The common argument put forth by naysayers of BPO providers’ benchmarking potential is that such use of data would constitute violation of client confidentiality. The fact is that client confidentiality can be ensured almost exactly the way it is done currently in the benchmarking industry – by sanitizing data so that actual entities cannot be recognized. As long as legal frameworks allow repurposing of anonymized client data, this argument against benchmarking is surmountable. Of course, an effort to obtain the customer’s buy-in is imperative. This can be through inclusion of security and confidentiality standards in SLAs, and through proper incentives including offers of pro-bono benchmarking services. The other important imperative for providers is to ensure they make the right investments in talent, process, and tools with respect to benchmarking services. Indeed, providers looking to harness the full potential of these services by offering them stand-alone may want to consider creating an organization separate from their BPO services.

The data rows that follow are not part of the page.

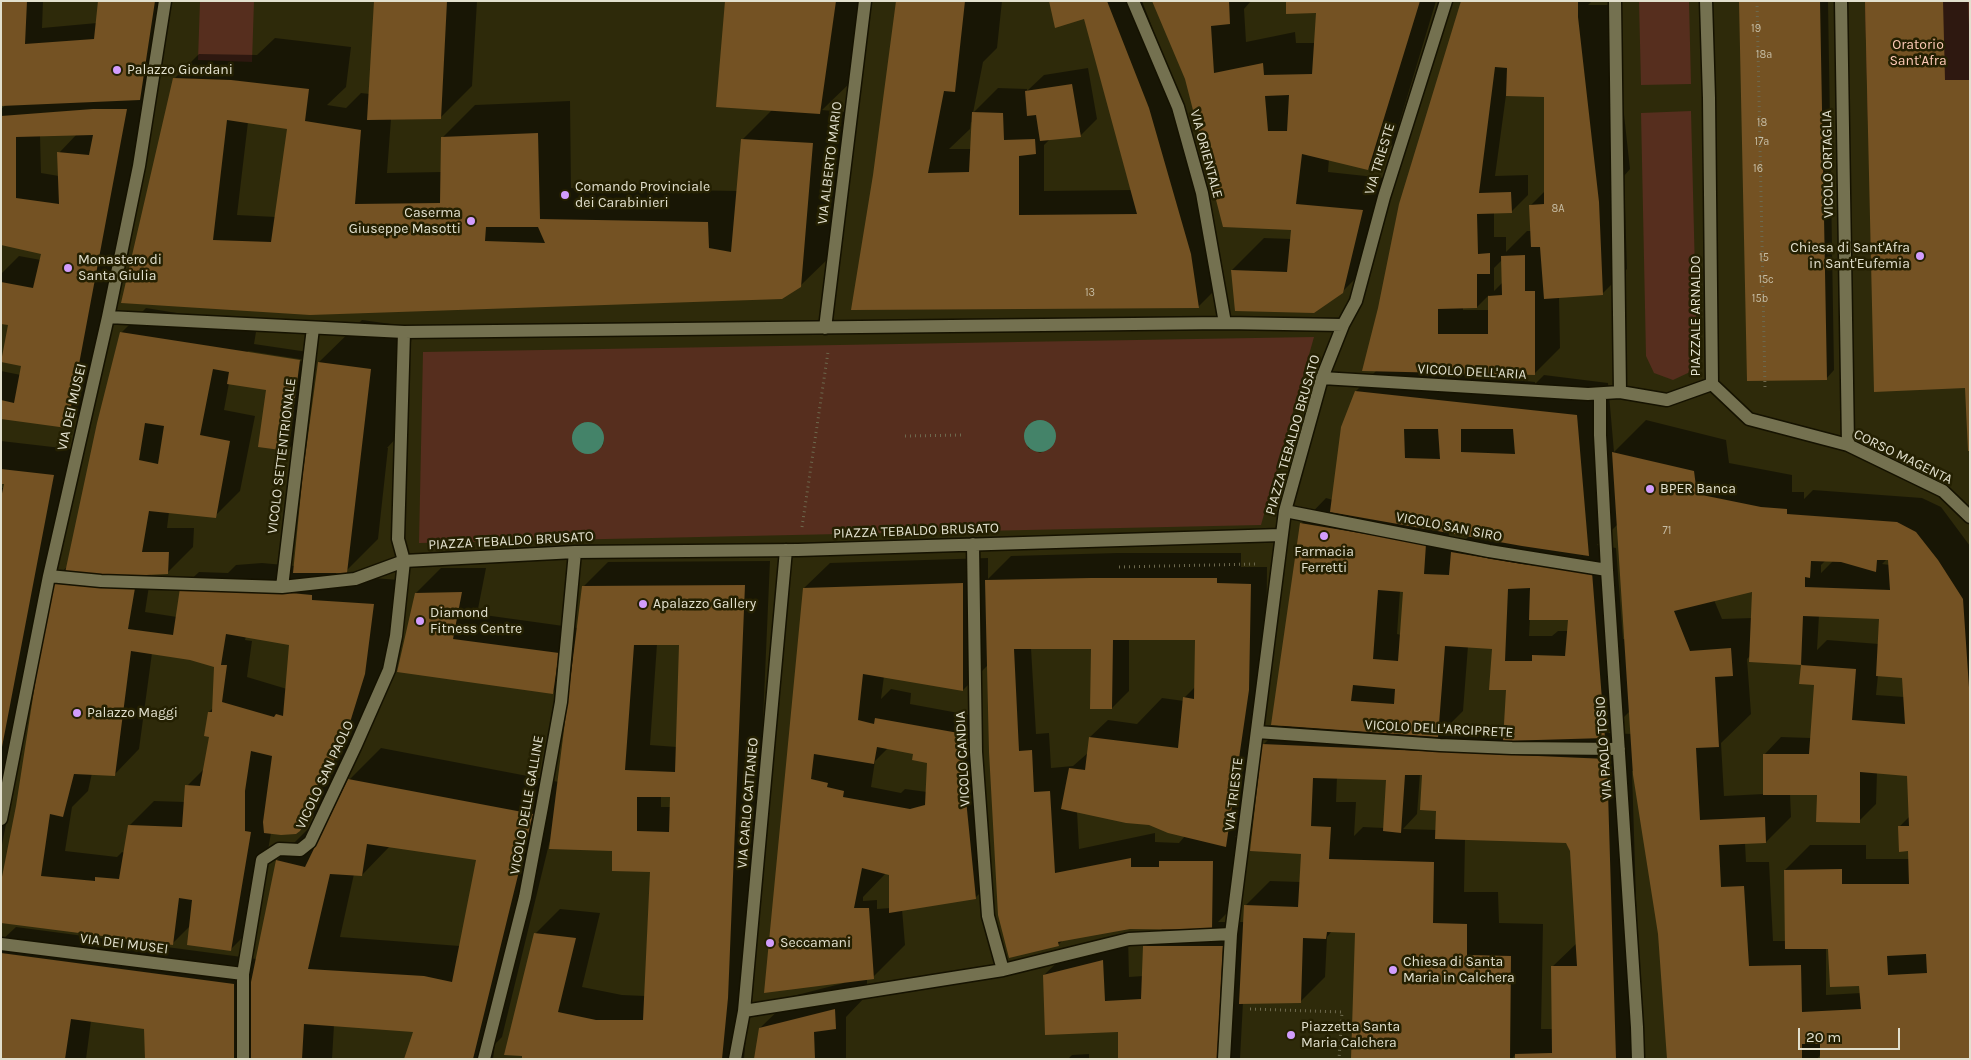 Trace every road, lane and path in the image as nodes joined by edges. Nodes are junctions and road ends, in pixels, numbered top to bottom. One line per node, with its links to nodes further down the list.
1 (165, 1): 9 (street, VIA DEI MUSEI)
2 (865, 1): 13 (street, VIA ALBERTO MARIO)
3 (1133, 1): 10 (street, VIA ORIENTALE)
4 (1446, 1): 11 (street, VIA TRIESTE)
5 (1615, 1): 19 (street)
6 (1706, 1): 17 (street, PIAZZALE ARNALDO)
7 (1757, 1): 18 (path)
8 (1841, 1): 23 (street, VICOLO ORTAGLIA)
9 (108, 317): 12 (street); 33 (street, VIA DEI MUSEI)
10 (1225, 323): 11 (street); 13 (street)
11 (1343, 326): 16 (street, PIAZZA TEBALDO BRUSATO)
12 (313, 328): 14 (street); 34 (street, VICOLO SETTENTRIONALE)
13 (824, 328): 14 (street)
14 (404, 332): 31 (street)
15 (827, 358): 26 (path)
16 (1322, 378): 20 (street, VICOLO DELL'ARIA); 24 (street, PIAZZA TEBALDO BRUSATO)
17 (1712, 384): 19 (street, PIAZZALE ARNALDO); 23 (street, CORSO MAGENTA)
18 (1766, 388)
19 (1620, 392): 20 (street, VICOLO DELL'ARIA)
20 (1600, 394): 32 (street, VIA PAOLO TOSIO)
21 (963, 435): 22 (path)
22 (905, 436)
23 (1848, 445): 25 (street, CORSO MAGENTA)
24 (1285, 511): 27 (street, PIAZZA TEBALDO BRUSATO); 32 (street, VICOLO SAN SIRO)
25 (1970, 517)
26 (802, 524)
27 (1281, 535): 28 (street, PIAZZA TEBALDO BRUSATO); 35 (street, VIA TRIESTE)
28 (972, 544): 29 (street, PIAZZA TEBALDO BRUSATO); 40 (street, VICOLO CANDIA)
29 (786, 550): 30 (street, PIAZZA TEBALDO BRUSATO); 43 (street, VIA CARLO CATTANEO)
30 (575, 552): 31 (street, PIAZZA TEBALDO BRUSATO); 45 (street, VICOLO DELLE GALLINE)
31 (404, 561): 34 (street); 41 (street, VICOLO SAN PAOLO)
32 (1607, 570): 36 (street, VIA PAOLO TOSIO)
33 (49, 576): 34 (street); 37 (street, VIA DEI MUSEI)
34 (282, 586)
35 (1257, 732): 36 (street, VICOLO DELL'ARCIPRETE); 38 (street, VIA TRIESTE)
36 (1619, 749): 49 (street, VIA PAOLO TOSIO)
37 (1, 819)
38 (1231, 934): 40 (street); 42 (street, VIA TRIESTE)
39 (1, 944): 41 (street, VIA DEI MUSEI)
40 (1004, 970): 43 (street)
41 (243, 974): 44 (street, VICOLO SAN PAOLO)
42 (1227, 1009): 47 (street, VIA TRIESTE); 48 (path)
43 (744, 1011): 46 (street, VIA CARLO CATTANEO)
44 (243, 1059)
45 (484, 1059)
46 (735, 1059)
47 (1224, 1059)
48 (1339, 1059)
49 (1638, 1059)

What providers averse to the idea of benchmarking fail to realize is the opportunity cost associated with not letting the world know the potential of the data they have. For example, how did WhatsApp, which generated US$ 10.2 million in revenue in 2013, get acquired for US$ 22 billion in 2014? Answer – the potential of data. How did LinkedIn, which made US$ 2.9 billion in 2015, get a valuation of US$ 26 billion? Answer – the potential of data.

BPO providers are letting themselves be grossly undervalued by not looking at benchmarking as a possibility. And we are talking here specifically of the scaled-up BPOs that have the threshold of data in one or more BPO segments required to deliver benchmarking services. It is high time that these providers realize they are sleeping on a goldmine and get moving on developing benchmarking offerings. Those that do stand to take their enterprise values to whole new levels.